__ABOUT THIS EXERCISE__
Skip the pictures, and retype the data below in full, exactly.

——

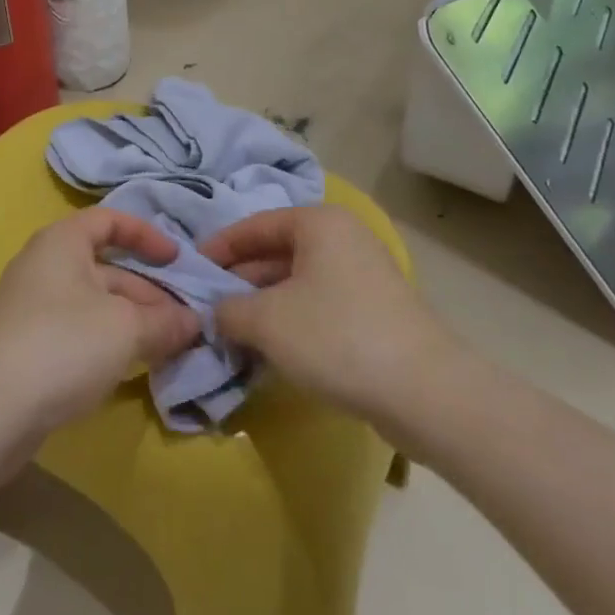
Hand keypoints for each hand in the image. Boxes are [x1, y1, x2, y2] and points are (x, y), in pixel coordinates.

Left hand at [0, 208, 202, 437]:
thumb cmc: (63, 344)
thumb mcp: (126, 328)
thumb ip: (165, 322)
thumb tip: (194, 323)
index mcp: (62, 242)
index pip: (109, 220)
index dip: (147, 235)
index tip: (177, 260)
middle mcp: (44, 266)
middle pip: (107, 268)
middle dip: (149, 292)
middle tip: (185, 321)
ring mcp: (33, 308)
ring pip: (95, 304)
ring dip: (133, 321)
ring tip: (169, 347)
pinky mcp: (29, 347)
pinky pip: (79, 332)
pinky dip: (109, 342)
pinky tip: (133, 367)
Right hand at [199, 205, 460, 433]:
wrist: (424, 391)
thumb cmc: (336, 337)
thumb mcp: (266, 321)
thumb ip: (228, 309)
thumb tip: (218, 313)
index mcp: (319, 223)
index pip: (254, 226)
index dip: (219, 248)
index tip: (190, 272)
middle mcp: (343, 238)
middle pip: (276, 253)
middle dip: (239, 281)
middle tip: (206, 308)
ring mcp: (363, 275)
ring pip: (297, 282)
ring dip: (263, 306)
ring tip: (232, 332)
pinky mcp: (375, 311)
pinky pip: (319, 305)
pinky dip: (291, 321)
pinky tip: (270, 349)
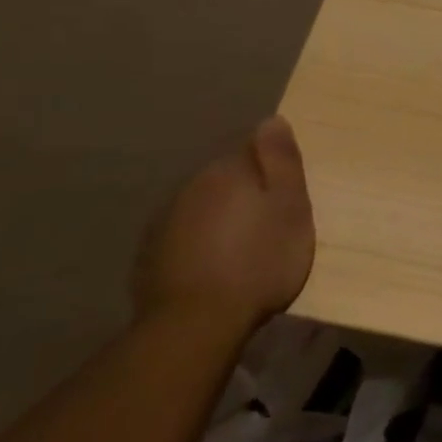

——

__WORKED SOLUTION__
Hand keypoints for each hand in the image. Boxes are [x1, y1, x2, y2] and points are (x, y), in pixel coordinates.

Left hand at [0, 208, 202, 437]:
thumb cmc: (63, 344)
thumb mcp: (126, 328)
thumb ip: (165, 322)
thumb tip: (194, 323)
index mcp: (62, 242)
index pip: (109, 220)
index dip: (147, 235)
index tip: (177, 260)
middle mcp: (44, 266)
middle pip: (107, 268)
middle dip: (149, 292)
middle tip: (185, 321)
ring mcp: (33, 308)
ring pip: (95, 304)
ring dip: (133, 321)
ring tip: (169, 347)
pinky mcp: (29, 347)
pinky pip: (79, 332)
pinky dip: (109, 342)
pinky tip: (133, 367)
Right hand at [199, 205, 460, 433]:
wrist: (424, 391)
thumb cmc: (336, 337)
thumb mcp: (266, 321)
thumb ip: (228, 309)
thumb tip: (218, 313)
index mcp: (319, 223)
index pip: (254, 226)
index dip: (219, 248)
index tip: (190, 272)
middle mcp: (343, 238)
middle pip: (276, 253)
middle dip: (239, 281)
middle tip: (206, 308)
ring mcp: (363, 275)
ring pip: (297, 282)
ring dip: (263, 306)
ring tip: (232, 332)
pinky mcp: (375, 311)
pinky pip: (319, 305)
pinky dip: (291, 321)
pinky tip: (270, 349)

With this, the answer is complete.